If we run the graph multiple times, we'd see it take different paths (A -> B or A -> C) based on the random choice in node A.
Navigating to a node in a parent graph¶
Now let's demonstrate how you can navigate from inside a subgraph to a different node in a parent graph. We'll do so by changing node_a
in the above example into a single-node graph that we'll add as a subgraph to our parent graph.

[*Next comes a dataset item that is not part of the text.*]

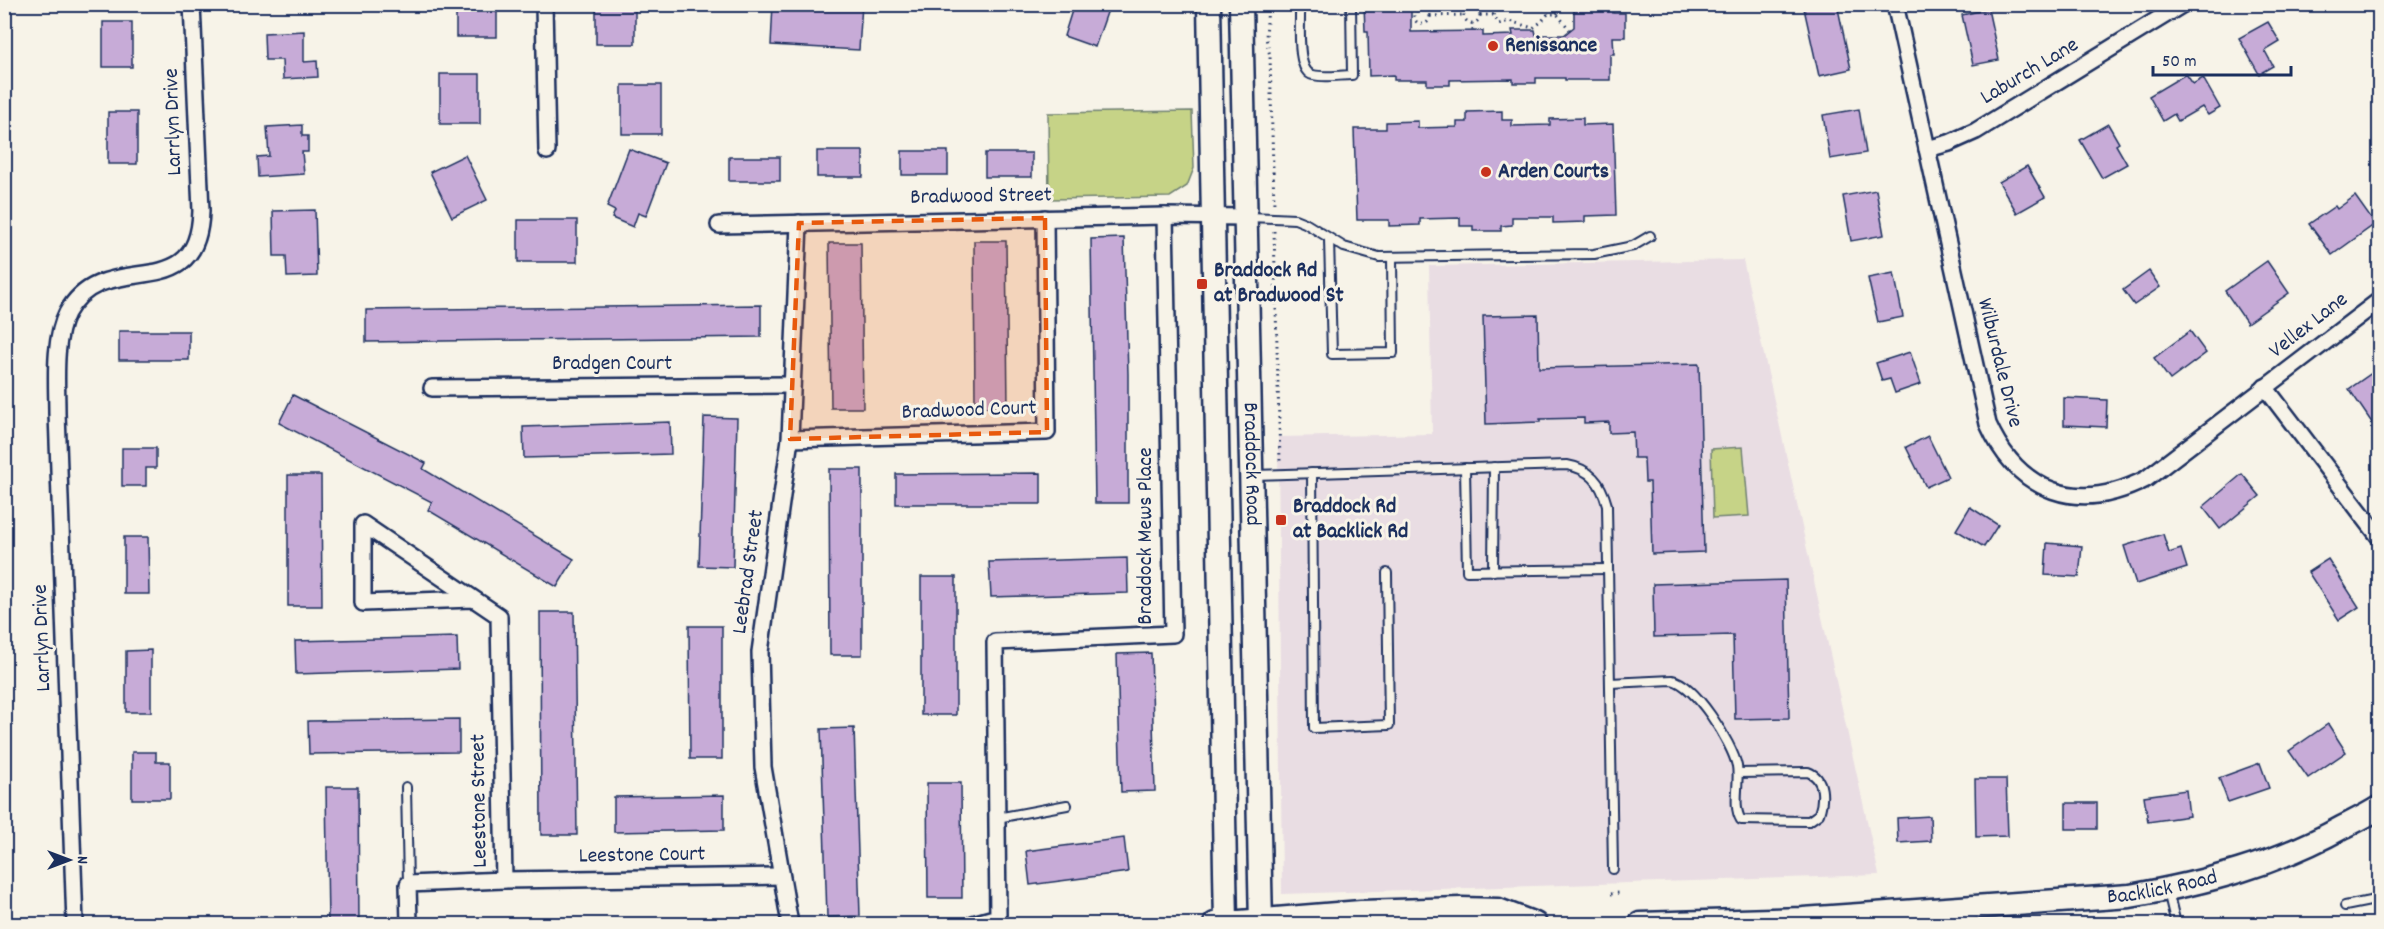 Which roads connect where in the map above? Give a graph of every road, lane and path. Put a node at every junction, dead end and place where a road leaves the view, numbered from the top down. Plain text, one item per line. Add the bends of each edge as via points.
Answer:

State updates with Command.PARENT
When you send updates from a subgraph node to a parent graph node for a key that's shared by both parent and subgraph state schemas, you must define a reducer for the key you're updating in the parent graph state.
import operator
from typing_extensions import Annotated
class State(TypedDict):
# NOTE: we define a reducer here
foo: Annotated[str, operator.add]
def node_a(state: State):
print("Called A")
value = random.choice(["a", "b"])
# this is a replacement for a conditional edge function
if value == "a":
goto = "node_b"
else:
goto = "node_c"
# note how Command allows you to BOTH update the graph state AND route to the next node
return Command(
update={"foo": value},
goto=goto,
# this tells LangGraph to navigate to node_b or node_c in the parent graph
# NOTE: this will navigate to the closest parent graph relative to the subgraph
graph=Command.PARENT,
)
subgraph = StateGraph(State).add_node(node_a).add_edge(START, "node_a").compile()
def node_b(state: State):
print("Called B")
# NOTE: since we've defined a reducer, we don't need to manually append
# new characters to existing 'foo' value. instead, reducer will append these
# automatically (via operator.add)
return {"foo": "b"}
def node_c(state: State):
print("Called C")
return {"foo": "c"}
builder = StateGraph(State)
builder.add_edge(START, "subgraph")
builder.add_node("subgraph", subgraph)
builder.add_node(node_b)
builder.add_node(node_c)
graph = builder.compile()